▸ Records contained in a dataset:
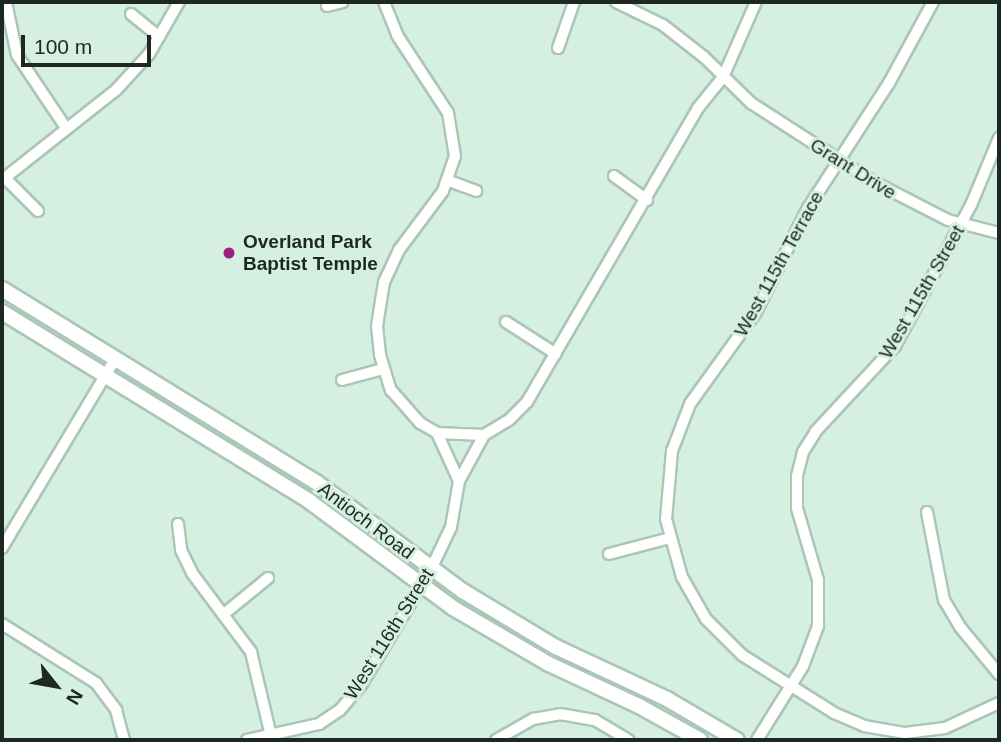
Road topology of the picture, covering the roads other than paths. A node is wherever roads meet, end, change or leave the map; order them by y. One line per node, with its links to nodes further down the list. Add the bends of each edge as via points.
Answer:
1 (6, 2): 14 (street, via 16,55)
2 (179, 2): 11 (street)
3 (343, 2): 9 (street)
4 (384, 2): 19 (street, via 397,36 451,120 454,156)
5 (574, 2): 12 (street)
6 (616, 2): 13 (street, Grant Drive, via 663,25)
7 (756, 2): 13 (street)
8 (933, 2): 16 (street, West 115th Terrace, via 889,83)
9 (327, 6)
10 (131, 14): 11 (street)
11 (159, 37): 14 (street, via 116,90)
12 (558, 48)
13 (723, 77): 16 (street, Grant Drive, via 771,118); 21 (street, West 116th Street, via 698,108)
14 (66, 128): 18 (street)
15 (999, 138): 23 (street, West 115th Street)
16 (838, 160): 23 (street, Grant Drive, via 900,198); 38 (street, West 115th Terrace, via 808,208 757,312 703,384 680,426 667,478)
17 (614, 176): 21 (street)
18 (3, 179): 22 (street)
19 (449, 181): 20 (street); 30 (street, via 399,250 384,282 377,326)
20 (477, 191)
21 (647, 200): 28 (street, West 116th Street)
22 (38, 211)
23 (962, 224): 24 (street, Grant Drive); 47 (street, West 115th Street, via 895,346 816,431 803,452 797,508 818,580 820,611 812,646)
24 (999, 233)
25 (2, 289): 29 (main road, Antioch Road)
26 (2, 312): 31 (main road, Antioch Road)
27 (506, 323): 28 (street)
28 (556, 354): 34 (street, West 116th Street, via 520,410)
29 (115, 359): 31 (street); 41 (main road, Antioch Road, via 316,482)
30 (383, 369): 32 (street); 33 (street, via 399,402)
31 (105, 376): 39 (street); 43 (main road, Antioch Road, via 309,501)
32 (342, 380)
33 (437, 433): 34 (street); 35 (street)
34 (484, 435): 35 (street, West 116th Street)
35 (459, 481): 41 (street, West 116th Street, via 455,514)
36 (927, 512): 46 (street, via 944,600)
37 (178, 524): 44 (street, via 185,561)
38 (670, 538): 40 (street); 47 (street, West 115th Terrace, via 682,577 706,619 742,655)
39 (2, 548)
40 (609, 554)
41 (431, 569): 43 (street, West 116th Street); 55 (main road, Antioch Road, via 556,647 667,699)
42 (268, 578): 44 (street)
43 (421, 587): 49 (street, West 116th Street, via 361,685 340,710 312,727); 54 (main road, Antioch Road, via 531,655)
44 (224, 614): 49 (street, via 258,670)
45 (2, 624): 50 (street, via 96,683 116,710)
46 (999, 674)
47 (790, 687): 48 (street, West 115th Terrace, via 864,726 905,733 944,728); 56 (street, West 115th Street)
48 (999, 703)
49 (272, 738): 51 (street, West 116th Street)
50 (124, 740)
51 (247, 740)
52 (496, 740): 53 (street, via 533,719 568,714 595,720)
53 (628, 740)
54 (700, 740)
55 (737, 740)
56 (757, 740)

---

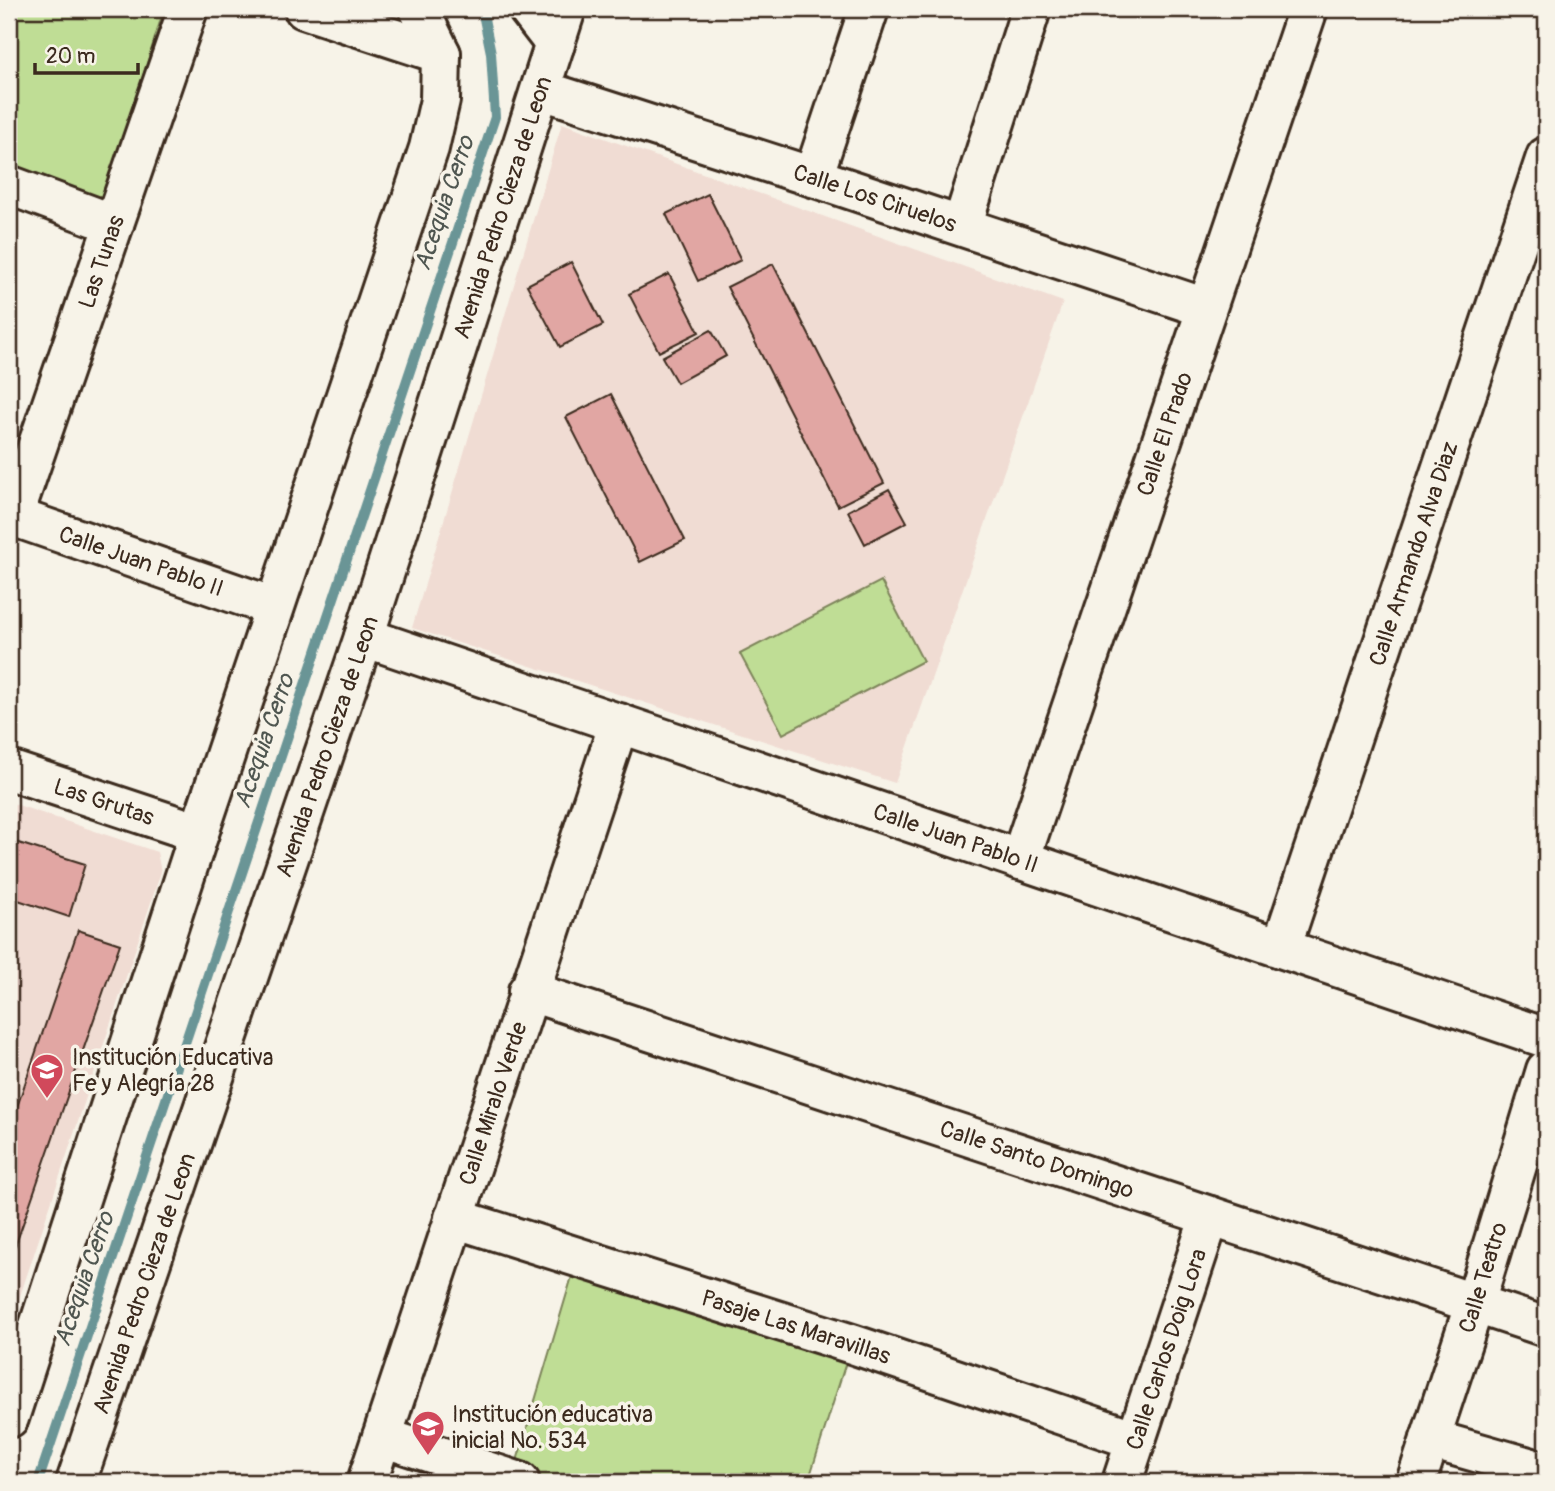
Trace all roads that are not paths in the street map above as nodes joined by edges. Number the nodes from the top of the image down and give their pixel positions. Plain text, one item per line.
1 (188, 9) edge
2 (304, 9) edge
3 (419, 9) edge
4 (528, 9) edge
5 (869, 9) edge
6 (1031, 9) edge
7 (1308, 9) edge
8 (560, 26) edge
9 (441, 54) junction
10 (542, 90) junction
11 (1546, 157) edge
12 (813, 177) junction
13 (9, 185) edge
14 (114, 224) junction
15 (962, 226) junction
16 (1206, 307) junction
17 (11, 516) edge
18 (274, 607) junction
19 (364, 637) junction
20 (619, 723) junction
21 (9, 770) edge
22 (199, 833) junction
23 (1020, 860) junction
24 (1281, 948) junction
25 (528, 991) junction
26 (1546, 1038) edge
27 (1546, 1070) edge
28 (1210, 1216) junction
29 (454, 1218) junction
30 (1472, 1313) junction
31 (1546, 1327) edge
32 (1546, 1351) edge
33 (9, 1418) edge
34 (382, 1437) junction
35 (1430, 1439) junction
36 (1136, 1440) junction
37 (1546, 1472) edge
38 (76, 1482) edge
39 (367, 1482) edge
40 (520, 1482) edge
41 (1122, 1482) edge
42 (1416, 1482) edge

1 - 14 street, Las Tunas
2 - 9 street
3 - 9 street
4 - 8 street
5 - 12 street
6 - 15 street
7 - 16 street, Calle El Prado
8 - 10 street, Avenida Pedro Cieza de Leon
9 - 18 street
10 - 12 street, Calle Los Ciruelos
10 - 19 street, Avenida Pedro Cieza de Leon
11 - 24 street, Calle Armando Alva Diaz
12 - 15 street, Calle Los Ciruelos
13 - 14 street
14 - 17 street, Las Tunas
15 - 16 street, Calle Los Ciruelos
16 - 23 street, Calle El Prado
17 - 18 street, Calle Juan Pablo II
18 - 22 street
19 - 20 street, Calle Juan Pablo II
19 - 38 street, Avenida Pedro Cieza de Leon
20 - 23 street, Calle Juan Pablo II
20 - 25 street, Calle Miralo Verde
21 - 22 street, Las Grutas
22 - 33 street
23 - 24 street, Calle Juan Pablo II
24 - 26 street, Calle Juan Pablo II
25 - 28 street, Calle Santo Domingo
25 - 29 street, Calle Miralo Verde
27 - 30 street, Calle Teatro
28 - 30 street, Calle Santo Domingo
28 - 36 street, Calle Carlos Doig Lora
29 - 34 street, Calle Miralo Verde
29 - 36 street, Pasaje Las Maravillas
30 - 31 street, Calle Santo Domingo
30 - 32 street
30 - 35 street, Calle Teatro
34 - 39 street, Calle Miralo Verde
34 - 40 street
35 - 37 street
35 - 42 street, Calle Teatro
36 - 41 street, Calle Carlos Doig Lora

▸ EXERCISE BRIEF: Identify the lines in the entries that hold "Pedro" and return each one.

▸ SOLUTION FOR THIS PROBLEM:
8 - 10 street, Avenida Pedro Cieza de Leon
10 - 19 street, Avenida Pedro Cieza de Leon
19 - 38 street, Avenida Pedro Cieza de Leon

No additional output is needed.